— EXERCISE DESCRIPTION —
I would like you to transcribe all of the data exactly.

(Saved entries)
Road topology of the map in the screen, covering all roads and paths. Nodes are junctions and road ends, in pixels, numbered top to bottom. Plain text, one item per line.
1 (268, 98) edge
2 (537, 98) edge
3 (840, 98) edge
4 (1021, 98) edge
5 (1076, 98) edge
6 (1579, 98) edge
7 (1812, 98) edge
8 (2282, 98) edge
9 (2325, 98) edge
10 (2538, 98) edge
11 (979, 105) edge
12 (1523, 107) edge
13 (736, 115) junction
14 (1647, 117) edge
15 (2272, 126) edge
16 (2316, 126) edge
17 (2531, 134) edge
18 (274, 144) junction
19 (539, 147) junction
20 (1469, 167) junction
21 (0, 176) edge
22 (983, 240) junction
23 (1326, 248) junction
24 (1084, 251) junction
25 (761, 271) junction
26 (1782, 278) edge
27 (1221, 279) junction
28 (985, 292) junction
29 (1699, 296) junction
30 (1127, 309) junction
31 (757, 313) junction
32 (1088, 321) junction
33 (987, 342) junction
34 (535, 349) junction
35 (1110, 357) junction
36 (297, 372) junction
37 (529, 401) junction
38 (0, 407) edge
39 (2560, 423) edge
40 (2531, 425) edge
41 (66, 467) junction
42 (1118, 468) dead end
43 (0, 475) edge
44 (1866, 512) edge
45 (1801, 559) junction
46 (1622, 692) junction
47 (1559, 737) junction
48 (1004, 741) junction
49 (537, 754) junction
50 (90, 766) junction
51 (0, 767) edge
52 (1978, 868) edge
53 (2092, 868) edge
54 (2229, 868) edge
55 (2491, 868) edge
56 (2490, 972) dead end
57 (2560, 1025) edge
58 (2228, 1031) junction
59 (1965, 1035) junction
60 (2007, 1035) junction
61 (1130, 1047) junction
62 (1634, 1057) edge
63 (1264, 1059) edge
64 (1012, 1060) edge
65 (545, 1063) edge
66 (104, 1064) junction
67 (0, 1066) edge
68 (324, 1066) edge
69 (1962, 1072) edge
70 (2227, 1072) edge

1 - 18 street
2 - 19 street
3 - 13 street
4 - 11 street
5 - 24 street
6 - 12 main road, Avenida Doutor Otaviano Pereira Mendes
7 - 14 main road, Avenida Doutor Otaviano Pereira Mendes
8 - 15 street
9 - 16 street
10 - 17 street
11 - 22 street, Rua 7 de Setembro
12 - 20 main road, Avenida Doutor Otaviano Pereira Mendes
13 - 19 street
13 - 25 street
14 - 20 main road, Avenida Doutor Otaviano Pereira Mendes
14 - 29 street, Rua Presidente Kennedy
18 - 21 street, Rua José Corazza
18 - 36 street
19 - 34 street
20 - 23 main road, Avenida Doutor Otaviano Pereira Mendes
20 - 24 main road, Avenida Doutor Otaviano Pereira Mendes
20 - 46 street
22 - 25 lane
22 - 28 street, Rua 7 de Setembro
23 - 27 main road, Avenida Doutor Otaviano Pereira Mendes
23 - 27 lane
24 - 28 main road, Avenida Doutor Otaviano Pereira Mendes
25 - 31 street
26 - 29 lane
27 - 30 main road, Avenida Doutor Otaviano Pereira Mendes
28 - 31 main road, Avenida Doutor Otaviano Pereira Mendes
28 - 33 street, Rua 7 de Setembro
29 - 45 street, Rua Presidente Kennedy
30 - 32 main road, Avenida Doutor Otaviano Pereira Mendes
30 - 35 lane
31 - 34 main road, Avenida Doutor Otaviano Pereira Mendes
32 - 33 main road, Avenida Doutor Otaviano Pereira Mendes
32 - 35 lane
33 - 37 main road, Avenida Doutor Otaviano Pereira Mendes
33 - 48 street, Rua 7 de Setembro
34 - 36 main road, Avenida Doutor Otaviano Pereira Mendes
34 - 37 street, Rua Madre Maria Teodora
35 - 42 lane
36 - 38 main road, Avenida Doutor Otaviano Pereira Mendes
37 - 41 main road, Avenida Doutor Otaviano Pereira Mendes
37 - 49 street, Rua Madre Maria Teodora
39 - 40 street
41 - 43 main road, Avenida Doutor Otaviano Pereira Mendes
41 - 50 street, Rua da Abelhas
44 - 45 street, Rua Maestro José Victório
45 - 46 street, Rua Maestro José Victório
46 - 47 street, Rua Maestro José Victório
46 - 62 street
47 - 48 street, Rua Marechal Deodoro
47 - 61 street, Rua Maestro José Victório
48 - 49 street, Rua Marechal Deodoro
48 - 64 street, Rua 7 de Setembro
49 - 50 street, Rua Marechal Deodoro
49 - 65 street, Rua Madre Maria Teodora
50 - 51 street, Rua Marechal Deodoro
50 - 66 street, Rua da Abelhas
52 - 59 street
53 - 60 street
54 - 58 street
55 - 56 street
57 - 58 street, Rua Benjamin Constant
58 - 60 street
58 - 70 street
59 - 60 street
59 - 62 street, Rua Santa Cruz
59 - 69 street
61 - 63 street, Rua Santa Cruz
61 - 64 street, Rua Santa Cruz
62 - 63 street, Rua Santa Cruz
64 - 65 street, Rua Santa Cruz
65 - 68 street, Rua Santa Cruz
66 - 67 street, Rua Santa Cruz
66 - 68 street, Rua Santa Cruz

— EXPECTED ANSWER —
Road topology of the map in the screen, covering all roads and paths. Nodes are junctions and road ends, in pixels, numbered top to bottom. Plain text, one item per line.
1 (268, 98) edge
2 (537, 98) edge
3 (840, 98) edge
4 (1021, 98) edge
5 (1076, 98) edge
6 (1579, 98) edge
7 (1812, 98) edge
8 (2282, 98) edge
9 (2325, 98) edge
10 (2538, 98) edge
11 (979, 105) edge
12 (1523, 107) edge
13 (736, 115) junction
14 (1647, 117) edge
15 (2272, 126) edge
16 (2316, 126) edge
17 (2531, 134) edge
18 (274, 144) junction
19 (539, 147) junction
20 (1469, 167) junction
21 (0, 176) edge
22 (983, 240) junction
23 (1326, 248) junction
24 (1084, 251) junction
25 (761, 271) junction
26 (1782, 278) edge
27 (1221, 279) junction
28 (985, 292) junction
29 (1699, 296) junction
30 (1127, 309) junction
31 (757, 313) junction
32 (1088, 321) junction
33 (987, 342) junction
34 (535, 349) junction
35 (1110, 357) junction
36 (297, 372) junction
37 (529, 401) junction
38 (0, 407) edge
39 (2560, 423) edge
40 (2531, 425) edge
41 (66, 467) junction
42 (1118, 468) dead end
43 (0, 475) edge
44 (1866, 512) edge
45 (1801, 559) junction
46 (1622, 692) junction
47 (1559, 737) junction
48 (1004, 741) junction
49 (537, 754) junction
50 (90, 766) junction
51 (0, 767) edge
52 (1978, 868) edge
53 (2092, 868) edge
54 (2229, 868) edge
55 (2491, 868) edge
56 (2490, 972) dead end
57 (2560, 1025) edge
58 (2228, 1031) junction
59 (1965, 1035) junction
60 (2007, 1035) junction
61 (1130, 1047) junction
62 (1634, 1057) edge
63 (1264, 1059) edge
64 (1012, 1060) edge
65 (545, 1063) edge
66 (104, 1064) junction
67 (0, 1066) edge
68 (324, 1066) edge
69 (1962, 1072) edge
70 (2227, 1072) edge

1 - 18 street
2 - 19 street
3 - 13 street
4 - 11 street
5 - 24 street
6 - 12 main road, Avenida Doutor Otaviano Pereira Mendes
7 - 14 main road, Avenida Doutor Otaviano Pereira Mendes
8 - 15 street
9 - 16 street
10 - 17 street
11 - 22 street, Rua 7 de Setembro
12 - 20 main road, Avenida Doutor Otaviano Pereira Mendes
13 - 19 street
13 - 25 street
14 - 20 main road, Avenida Doutor Otaviano Pereira Mendes
14 - 29 street, Rua Presidente Kennedy
18 - 21 street, Rua José Corazza
18 - 36 street
19 - 34 street
20 - 23 main road, Avenida Doutor Otaviano Pereira Mendes
20 - 24 main road, Avenida Doutor Otaviano Pereira Mendes
20 - 46 street
22 - 25 lane
22 - 28 street, Rua 7 de Setembro
23 - 27 main road, Avenida Doutor Otaviano Pereira Mendes
23 - 27 lane
24 - 28 main road, Avenida Doutor Otaviano Pereira Mendes
25 - 31 street
26 - 29 lane
27 - 30 main road, Avenida Doutor Otaviano Pereira Mendes
28 - 31 main road, Avenida Doutor Otaviano Pereira Mendes
28 - 33 street, Rua 7 de Setembro
29 - 45 street, Rua Presidente Kennedy
30 - 32 main road, Avenida Doutor Otaviano Pereira Mendes
30 - 35 lane
31 - 34 main road, Avenida Doutor Otaviano Pereira Mendes
32 - 33 main road, Avenida Doutor Otaviano Pereira Mendes
32 - 35 lane
33 - 37 main road, Avenida Doutor Otaviano Pereira Mendes
33 - 48 street, Rua 7 de Setembro
34 - 36 main road, Avenida Doutor Otaviano Pereira Mendes
34 - 37 street, Rua Madre Maria Teodora
35 - 42 lane
36 - 38 main road, Avenida Doutor Otaviano Pereira Mendes
37 - 41 main road, Avenida Doutor Otaviano Pereira Mendes
37 - 49 street, Rua Madre Maria Teodora
39 - 40 street
41 - 43 main road, Avenida Doutor Otaviano Pereira Mendes
41 - 50 street, Rua da Abelhas
44 - 45 street, Rua Maestro José Victório
45 - 46 street, Rua Maestro José Victório
46 - 47 street, Rua Maestro José Victório
46 - 62 street
47 - 48 street, Rua Marechal Deodoro
47 - 61 street, Rua Maestro José Victório
48 - 49 street, Rua Marechal Deodoro
48 - 64 street, Rua 7 de Setembro
49 - 50 street, Rua Marechal Deodoro
49 - 65 street, Rua Madre Maria Teodora
50 - 51 street, Rua Marechal Deodoro
50 - 66 street, Rua da Abelhas
52 - 59 street
53 - 60 street
54 - 58 street
55 - 56 street
57 - 58 street, Rua Benjamin Constant
58 - 60 street
58 - 70 street
59 - 60 street
59 - 62 street, Rua Santa Cruz
59 - 69 street
61 - 63 street, Rua Santa Cruz
61 - 64 street, Rua Santa Cruz
62 - 63 street, Rua Santa Cruz
64 - 65 street, Rua Santa Cruz
65 - 68 street, Rua Santa Cruz
66 - 67 street, Rua Santa Cruz
66 - 68 street, Rua Santa Cruz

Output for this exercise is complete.